══ Entries shown
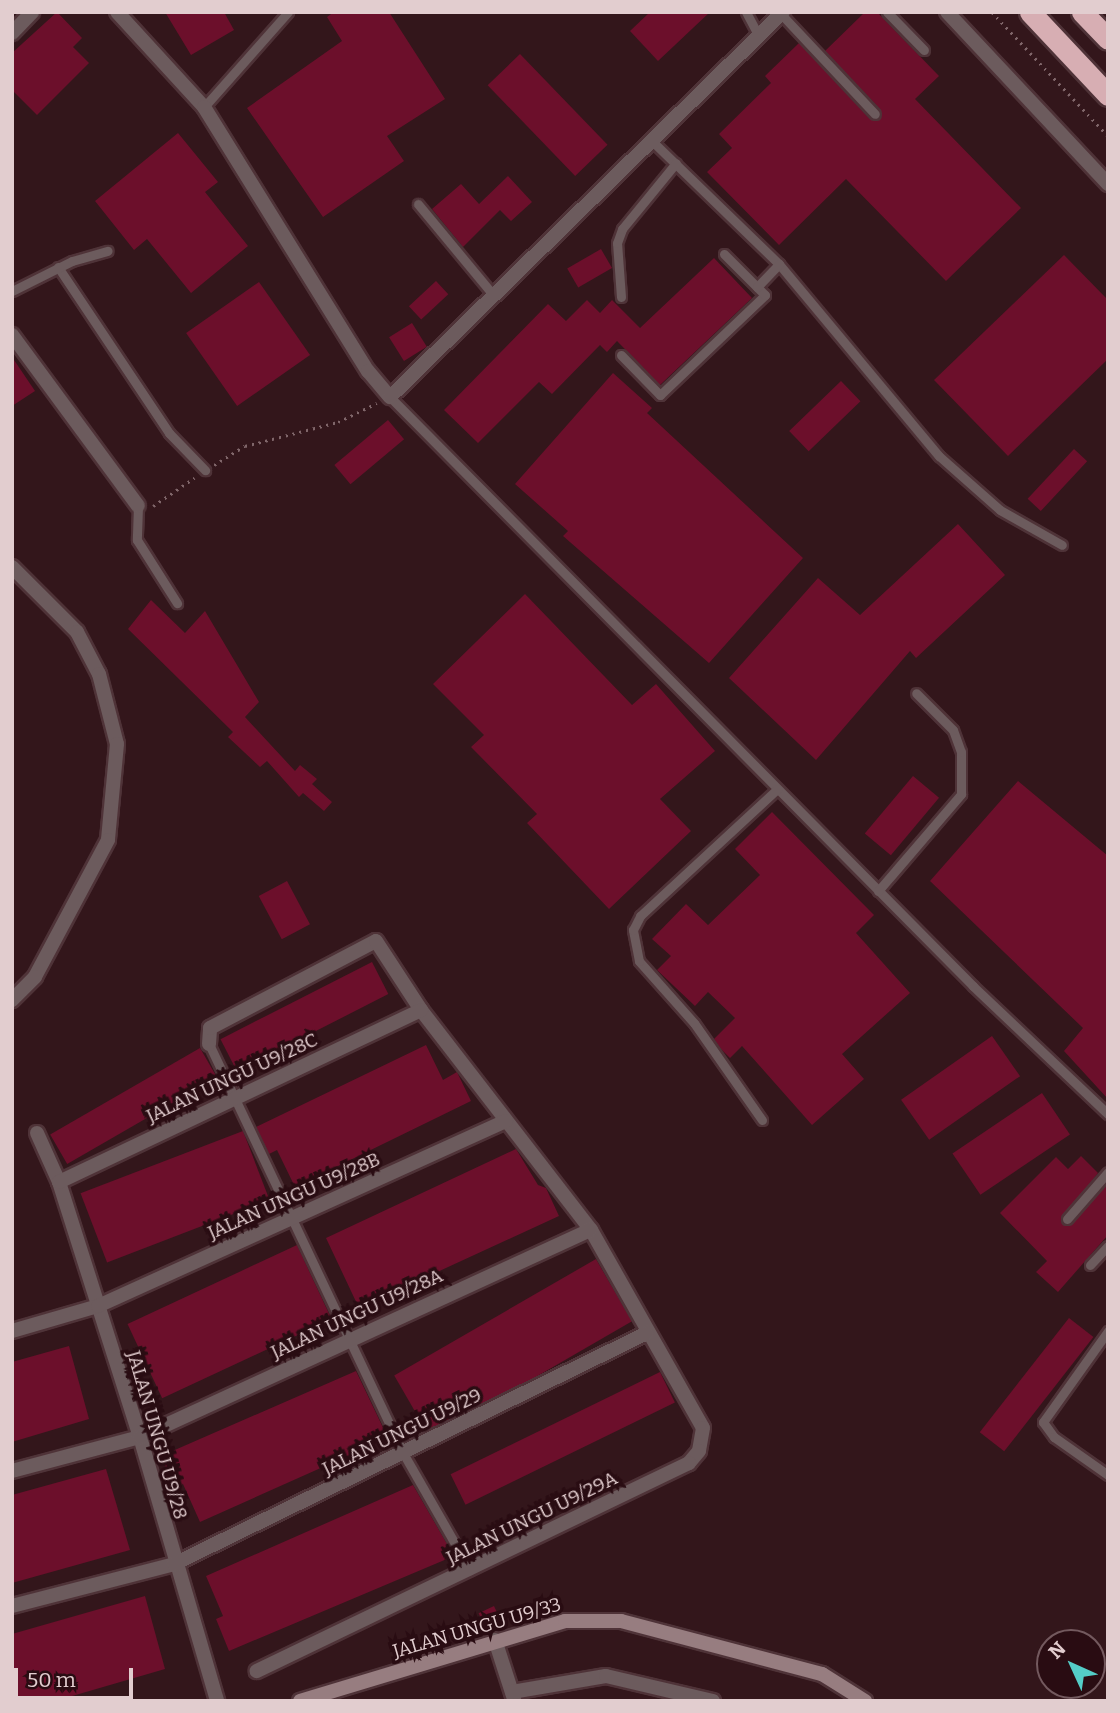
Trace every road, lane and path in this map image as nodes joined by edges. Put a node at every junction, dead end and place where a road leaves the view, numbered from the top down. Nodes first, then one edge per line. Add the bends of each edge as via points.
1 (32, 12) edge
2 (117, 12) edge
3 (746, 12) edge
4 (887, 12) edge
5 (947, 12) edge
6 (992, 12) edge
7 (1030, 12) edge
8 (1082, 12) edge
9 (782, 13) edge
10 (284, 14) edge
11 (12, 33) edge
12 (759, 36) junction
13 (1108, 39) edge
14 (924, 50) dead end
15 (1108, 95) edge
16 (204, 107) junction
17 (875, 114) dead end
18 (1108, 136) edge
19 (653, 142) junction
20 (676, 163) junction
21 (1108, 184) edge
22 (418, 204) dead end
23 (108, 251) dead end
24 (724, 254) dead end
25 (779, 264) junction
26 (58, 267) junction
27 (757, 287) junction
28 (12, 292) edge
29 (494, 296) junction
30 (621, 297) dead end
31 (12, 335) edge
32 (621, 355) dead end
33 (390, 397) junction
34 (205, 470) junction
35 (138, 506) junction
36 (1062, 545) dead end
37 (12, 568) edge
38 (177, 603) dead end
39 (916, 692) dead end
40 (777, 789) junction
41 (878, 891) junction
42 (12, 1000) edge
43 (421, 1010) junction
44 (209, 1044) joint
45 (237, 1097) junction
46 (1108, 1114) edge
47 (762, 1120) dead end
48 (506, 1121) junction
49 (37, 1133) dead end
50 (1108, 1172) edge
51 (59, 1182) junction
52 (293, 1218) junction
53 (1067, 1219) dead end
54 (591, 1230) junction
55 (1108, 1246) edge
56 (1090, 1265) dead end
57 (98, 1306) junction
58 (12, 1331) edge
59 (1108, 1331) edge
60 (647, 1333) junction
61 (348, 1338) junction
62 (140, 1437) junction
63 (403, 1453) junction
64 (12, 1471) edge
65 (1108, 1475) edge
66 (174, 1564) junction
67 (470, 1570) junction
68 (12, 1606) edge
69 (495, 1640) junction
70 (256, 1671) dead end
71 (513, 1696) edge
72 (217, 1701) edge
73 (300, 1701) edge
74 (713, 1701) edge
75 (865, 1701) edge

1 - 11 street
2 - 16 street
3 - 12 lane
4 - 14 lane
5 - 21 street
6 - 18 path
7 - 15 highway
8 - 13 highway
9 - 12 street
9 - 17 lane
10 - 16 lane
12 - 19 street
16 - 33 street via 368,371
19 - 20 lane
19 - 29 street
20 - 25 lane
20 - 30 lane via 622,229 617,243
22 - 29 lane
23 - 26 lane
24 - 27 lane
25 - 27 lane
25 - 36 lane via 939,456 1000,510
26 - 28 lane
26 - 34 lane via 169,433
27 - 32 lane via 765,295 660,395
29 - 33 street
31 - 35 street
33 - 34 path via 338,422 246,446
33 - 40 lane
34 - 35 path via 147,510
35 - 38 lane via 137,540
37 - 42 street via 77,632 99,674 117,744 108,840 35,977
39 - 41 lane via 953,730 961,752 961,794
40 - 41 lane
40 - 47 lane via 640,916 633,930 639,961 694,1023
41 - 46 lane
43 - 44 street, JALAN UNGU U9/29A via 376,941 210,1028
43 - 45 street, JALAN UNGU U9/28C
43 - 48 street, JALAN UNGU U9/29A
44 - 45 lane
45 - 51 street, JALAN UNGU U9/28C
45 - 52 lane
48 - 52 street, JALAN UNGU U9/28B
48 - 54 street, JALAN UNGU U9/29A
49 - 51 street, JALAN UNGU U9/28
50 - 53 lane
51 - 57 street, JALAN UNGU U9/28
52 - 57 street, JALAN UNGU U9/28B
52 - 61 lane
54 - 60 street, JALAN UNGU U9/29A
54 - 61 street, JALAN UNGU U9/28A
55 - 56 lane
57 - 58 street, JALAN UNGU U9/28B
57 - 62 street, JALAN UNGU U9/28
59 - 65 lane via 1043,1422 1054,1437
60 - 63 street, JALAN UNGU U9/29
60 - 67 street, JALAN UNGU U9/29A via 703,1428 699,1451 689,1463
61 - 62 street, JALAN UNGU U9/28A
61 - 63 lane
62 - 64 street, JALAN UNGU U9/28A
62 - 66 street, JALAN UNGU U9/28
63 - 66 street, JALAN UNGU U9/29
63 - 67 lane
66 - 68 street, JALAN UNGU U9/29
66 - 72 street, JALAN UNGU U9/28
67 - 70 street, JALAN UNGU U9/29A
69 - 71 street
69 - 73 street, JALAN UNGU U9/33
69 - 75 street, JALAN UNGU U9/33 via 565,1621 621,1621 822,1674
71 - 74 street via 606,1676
════
## How to complete this task
Return all the data exactly, pictures omitted.

## Response
Trace every road, lane and path in this map image as nodes joined by edges. Put a node at every junction, dead end and place where a road leaves the view, numbered from the top down. Nodes first, then one edge per line. Add the bends of each edge as via points.
1 (32, 12) edge
2 (117, 12) edge
3 (746, 12) edge
4 (887, 12) edge
5 (947, 12) edge
6 (992, 12) edge
7 (1030, 12) edge
8 (1082, 12) edge
9 (782, 13) edge
10 (284, 14) edge
11 (12, 33) edge
12 (759, 36) junction
13 (1108, 39) edge
14 (924, 50) dead end
15 (1108, 95) edge
16 (204, 107) junction
17 (875, 114) dead end
18 (1108, 136) edge
19 (653, 142) junction
20 (676, 163) junction
21 (1108, 184) edge
22 (418, 204) dead end
23 (108, 251) dead end
24 (724, 254) dead end
25 (779, 264) junction
26 (58, 267) junction
27 (757, 287) junction
28 (12, 292) edge
29 (494, 296) junction
30 (621, 297) dead end
31 (12, 335) edge
32 (621, 355) dead end
33 (390, 397) junction
34 (205, 470) junction
35 (138, 506) junction
36 (1062, 545) dead end
37 (12, 568) edge
38 (177, 603) dead end
39 (916, 692) dead end
40 (777, 789) junction
41 (878, 891) junction
42 (12, 1000) edge
43 (421, 1010) junction
44 (209, 1044) joint
45 (237, 1097) junction
46 (1108, 1114) edge
47 (762, 1120) dead end
48 (506, 1121) junction
49 (37, 1133) dead end
50 (1108, 1172) edge
51 (59, 1182) junction
52 (293, 1218) junction
53 (1067, 1219) dead end
54 (591, 1230) junction
55 (1108, 1246) edge
56 (1090, 1265) dead end
57 (98, 1306) junction
58 (12, 1331) edge
59 (1108, 1331) edge
60 (647, 1333) junction
61 (348, 1338) junction
62 (140, 1437) junction
63 (403, 1453) junction
64 (12, 1471) edge
65 (1108, 1475) edge
66 (174, 1564) junction
67 (470, 1570) junction
68 (12, 1606) edge
69 (495, 1640) junction
70 (256, 1671) dead end
71 (513, 1696) edge
72 (217, 1701) edge
73 (300, 1701) edge
74 (713, 1701) edge
75 (865, 1701) edge

1 - 11 street
2 - 16 street
3 - 12 lane
4 - 14 lane
5 - 21 street
6 - 18 path
7 - 15 highway
8 - 13 highway
9 - 12 street
9 - 17 lane
10 - 16 lane
12 - 19 street
16 - 33 street via 368,371
19 - 20 lane
19 - 29 street
20 - 25 lane
20 - 30 lane via 622,229 617,243
22 - 29 lane
23 - 26 lane
24 - 27 lane
25 - 27 lane
25 - 36 lane via 939,456 1000,510
26 - 28 lane
26 - 34 lane via 169,433
27 - 32 lane via 765,295 660,395
29 - 33 street
31 - 35 street
33 - 34 path via 338,422 246,446
33 - 40 lane
34 - 35 path via 147,510
35 - 38 lane via 137,540
37 - 42 street via 77,632 99,674 117,744 108,840 35,977
39 - 41 lane via 953,730 961,752 961,794
40 - 41 lane
40 - 47 lane via 640,916 633,930 639,961 694,1023
41 - 46 lane
43 - 44 street, JALAN UNGU U9/29A via 376,941 210,1028
43 - 45 street, JALAN UNGU U9/28C
43 - 48 street, JALAN UNGU U9/29A
44 - 45 lane
45 - 51 street, JALAN UNGU U9/28C
45 - 52 lane
48 - 52 street, JALAN UNGU U9/28B
48 - 54 street, JALAN UNGU U9/29A
49 - 51 street, JALAN UNGU U9/28
50 - 53 lane
51 - 57 street, JALAN UNGU U9/28
52 - 57 street, JALAN UNGU U9/28B
52 - 61 lane
54 - 60 street, JALAN UNGU U9/29A
54 - 61 street, JALAN UNGU U9/28A
55 - 56 lane
57 - 58 street, JALAN UNGU U9/28B
57 - 62 street, JALAN UNGU U9/28
59 - 65 lane via 1043,1422 1054,1437
60 - 63 street, JALAN UNGU U9/29
60 - 67 street, JALAN UNGU U9/29A via 703,1428 699,1451 689,1463
61 - 62 street, JALAN UNGU U9/28A
61 - 63 lane
62 - 64 street, JALAN UNGU U9/28A
62 - 66 street, JALAN UNGU U9/28
63 - 66 street, JALAN UNGU U9/29
63 - 67 lane
66 - 68 street, JALAN UNGU U9/29
66 - 72 street, JALAN UNGU U9/28
67 - 70 street, JALAN UNGU U9/29A
69 - 71 street
69 - 73 street, JALAN UNGU U9/33
69 - 75 street, JALAN UNGU U9/33 via 565,1621 621,1621 822,1674
71 - 74 street via 606,1676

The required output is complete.